*** Opening Input for this task ***

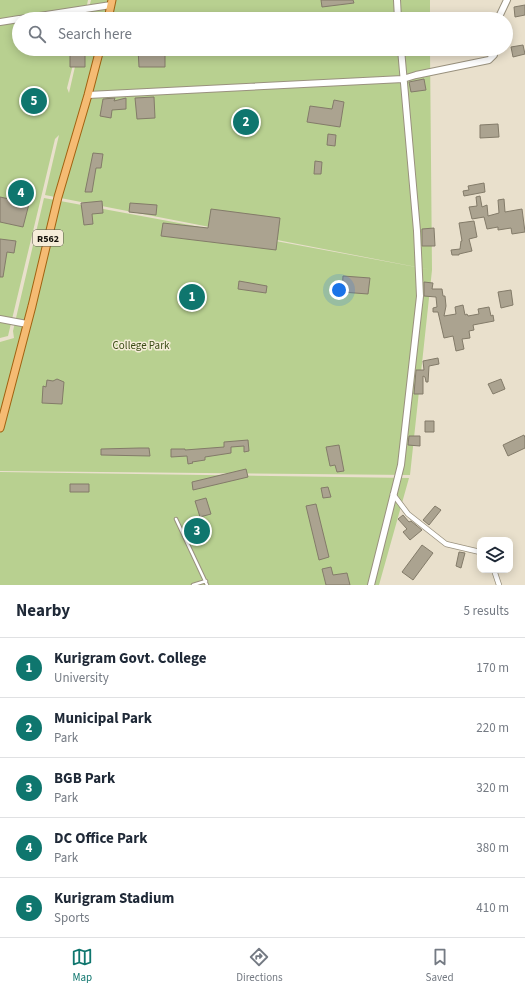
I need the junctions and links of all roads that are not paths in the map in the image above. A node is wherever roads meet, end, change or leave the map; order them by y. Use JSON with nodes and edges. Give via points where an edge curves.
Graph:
{"nodes":[{"id":1,"x":397,"y":0,"type":"edge"},
{"id":2,"x":507,"y":0,"type":"edge"},
{"id":3,"x":112,"y":3,"type":"edge"},
{"id":4,"x":60,"y":12,"type":"edge"},
{"id":5,"x":398,"y":12,"type":"edge"},
{"id":6,"x":501,"y":12,"type":"edge"},
{"id":7,"x":12,"y":20,"type":"edge"},
{"id":8,"x":0,"y":22,"type":"edge"},
{"id":9,"x":98,"y":56,"type":"edge"},
{"id":10,"x":401,"y":56,"type":"edge"},
{"id":11,"x":493,"y":56,"type":"edge"},
{"id":12,"x":403,"y":79,"type":"junction"},
{"id":13,"x":88,"y":95,"type":"junction"},
{"id":14,"x":0,"y":319,"type":"edge"},
{"id":15,"x":27,"y":324,"type":"junction"},
{"id":16,"x":0,"y":428,"type":"edge"},
{"id":17,"x":394,"y":494,"type":"junction"},
{"id":18,"x":176,"y":519,"type":"dead end"},
{"id":19,"x":477,"y":551,"type":"edge"},
{"id":20,"x":495,"y":573,"type":"edge"},
{"id":21,"x":206,"y":581,"type":"junction"},
{"id":22,"x":193,"y":585,"type":"edge"},
{"id":23,"x":207,"y":585,"type":"edge"},
{"id":24,"x":371,"y":585,"type":"edge"},
{"id":25,"x":499,"y":585,"type":"edge"}],
"edges":[{"from":1,"to":5,"type":"street"},
{"from":2,"to":6,"type":"street"},
{"from":3,"to":4,"type":"street"},
{"from":7,"to":8,"type":"street"},
{"from":9,"to":13,"type":"main road","number":"R562"},
{"from":10,"to":12,"type":"street"},
{"from":11,"to":12,"type":"street","via":[[489,60]]},
{"from":12,"to":13,"type":"street"},
{"from":12,"to":17,"type":"street","via":[[417,231],[420,296],[401,465]]},
{"from":13,"to":15,"type":"main road","number":"R562","via":[[58,197]]},
{"from":14,"to":15,"type":"street"},
{"from":15,"to":16,"type":"main road","number":"R562"},
{"from":17,"to":19,"type":"street","via":[[408,514],[446,544]]},
{"from":17,"to":24,"type":"street"},
{"from":18,"to":21,"type":"lane"},
{"from":20,"to":25,"type":"street"},
{"from":21,"to":22,"type":"lane"},
{"from":21,"to":23,"type":"lane"}]}
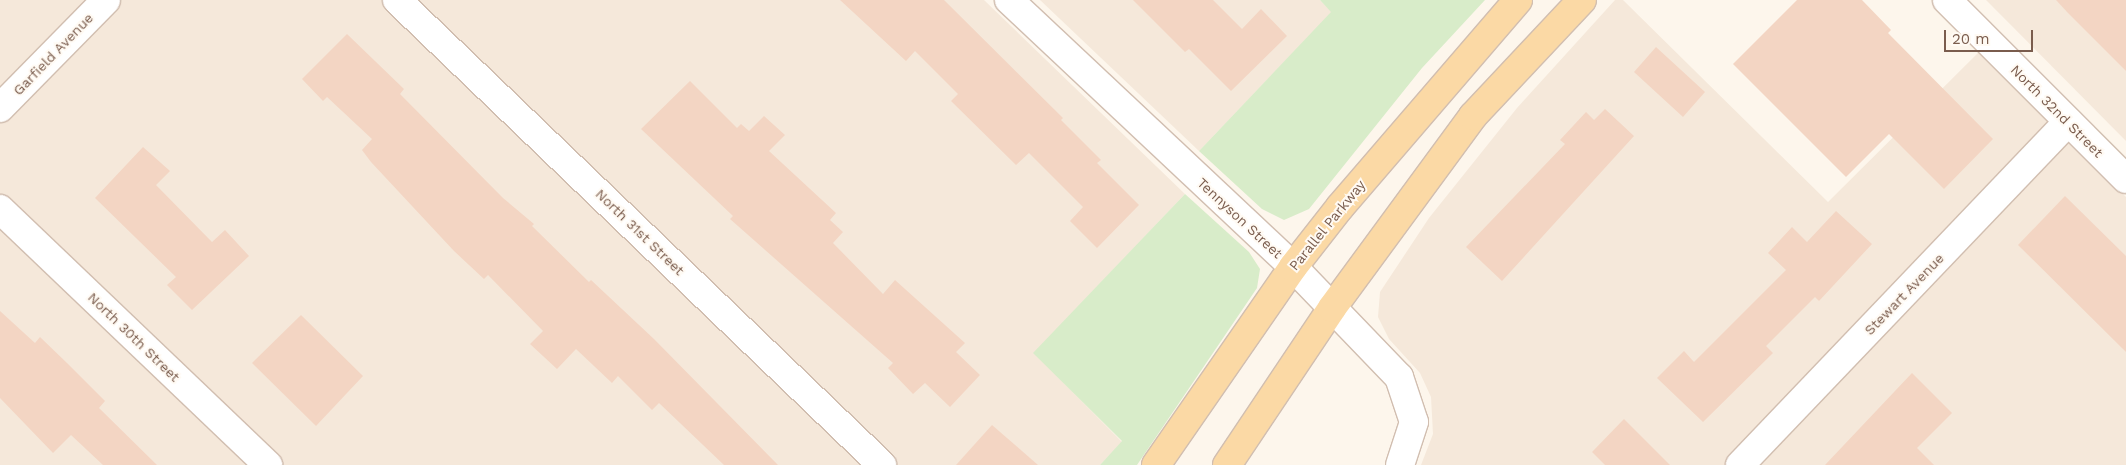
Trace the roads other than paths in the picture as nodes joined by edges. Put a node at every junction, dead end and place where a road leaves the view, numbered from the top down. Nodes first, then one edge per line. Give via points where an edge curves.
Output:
1 (397, 0) edge
2 (1009, 0) edge
3 (1518, 0) edge
4 (1582, 0) edge
5 (1947, 0) edge
6 (102, 1) edge
7 (0, 108) edge
8 (2068, 122) junction
9 (2126, 179) edge
10 (0, 209) edge
11 (1293, 267) junction
12 (1332, 308) junction
13 (268, 465) edge
14 (882, 465) edge
15 (1156, 465) edge
16 (1227, 465) edge
17 (1400, 465) edge
18 (1740, 465) edge

1 - 14 street, North 31st Street
2 - 11 street, Tennyson Street
3 - 11 main road, Parallel Parkway via 1340,207
4 - 12 main road via 1474,116
5 - 8 street, North 32nd Street
6 - 7 street, Garfield Avenue
8 - 9 street, North 32nd Street
8 - 18 street, Stewart Avenue
10 - 13 street, North 30th Street
11 - 12 street, Tennyson Street
11 - 15 main road, Parallel Parkway
12 - 16 main road
12 - 17 street, Tennyson Street via 1399,377 1414,422

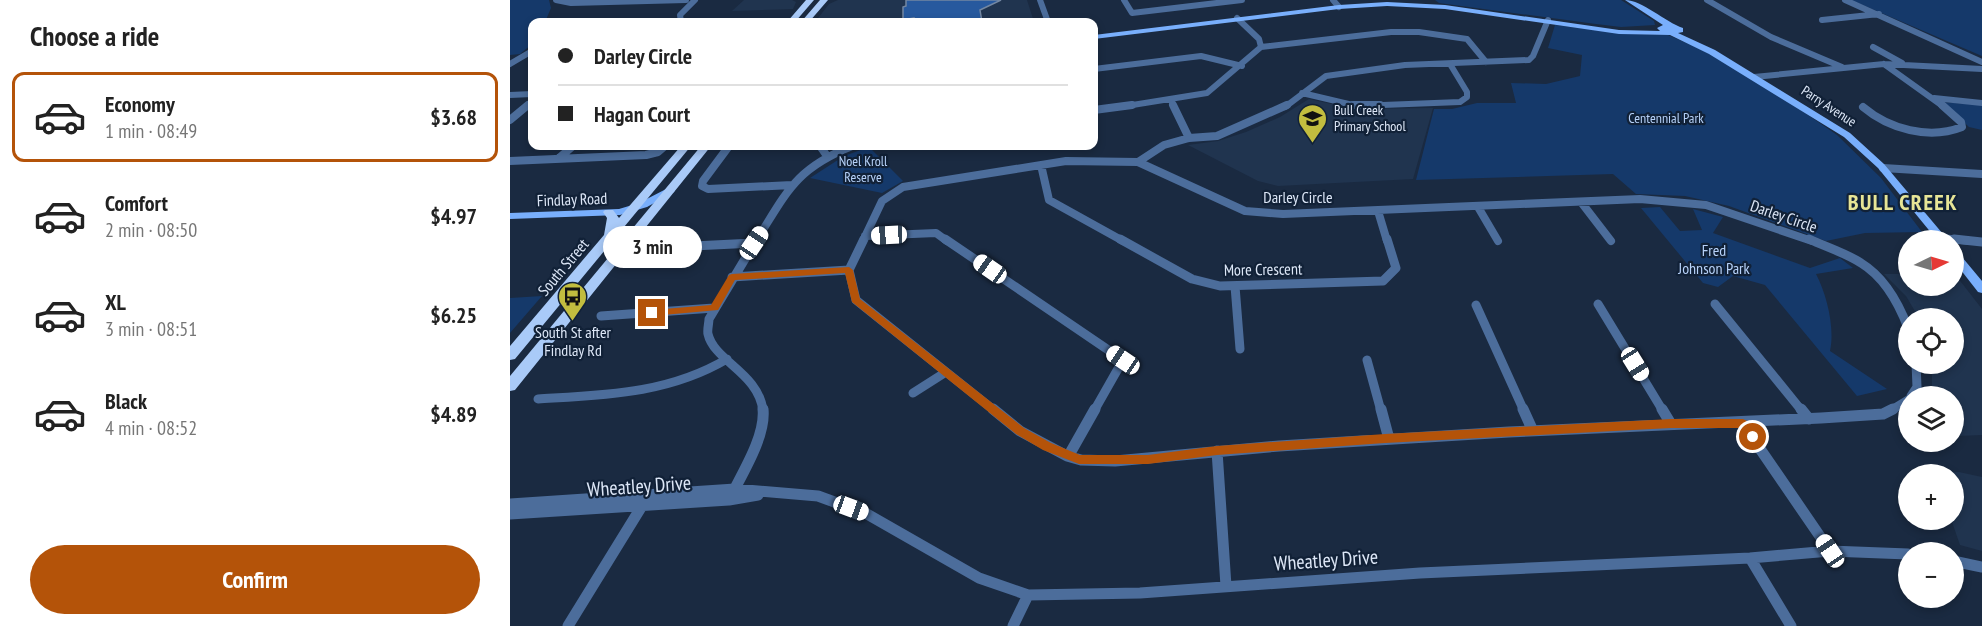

*** Closing Input for this task ***

• _Instructions for the task_:
All lines from the line with "Trace the roads" through the final line of the listing are to be printed exactly, both ends included; the pictures are not.

• _Solution for this task_:
Trace the roads other than paths in the picture as nodes joined by edges. Put a node at every junction, dead end and place where a road leaves the view, numbered from the top down. Nodes first, then one edge per line. Give via points where an edge curves.
Output:
1 (397, 0) edge
2 (1009, 0) edge
3 (1518, 0) edge
4 (1582, 0) edge
5 (1947, 0) edge
6 (102, 1) edge
7 (0, 108) edge
8 (2068, 122) junction
9 (2126, 179) edge
10 (0, 209) edge
11 (1293, 267) junction
12 (1332, 308) junction
13 (268, 465) edge
14 (882, 465) edge
15 (1156, 465) edge
16 (1227, 465) edge
17 (1400, 465) edge
18 (1740, 465) edge

1 - 14 street, North 31st Street
2 - 11 street, Tennyson Street
3 - 11 main road, Parallel Parkway via 1340,207
4 - 12 main road via 1474,116
5 - 8 street, North 32nd Street
6 - 7 street, Garfield Avenue
8 - 9 street, North 32nd Street
8 - 18 street, Stewart Avenue
10 - 13 street, North 30th Street
11 - 12 street, Tennyson Street
11 - 15 main road, Parallel Parkway
12 - 16 main road
12 - 17 street, Tennyson Street via 1399,377 1414,422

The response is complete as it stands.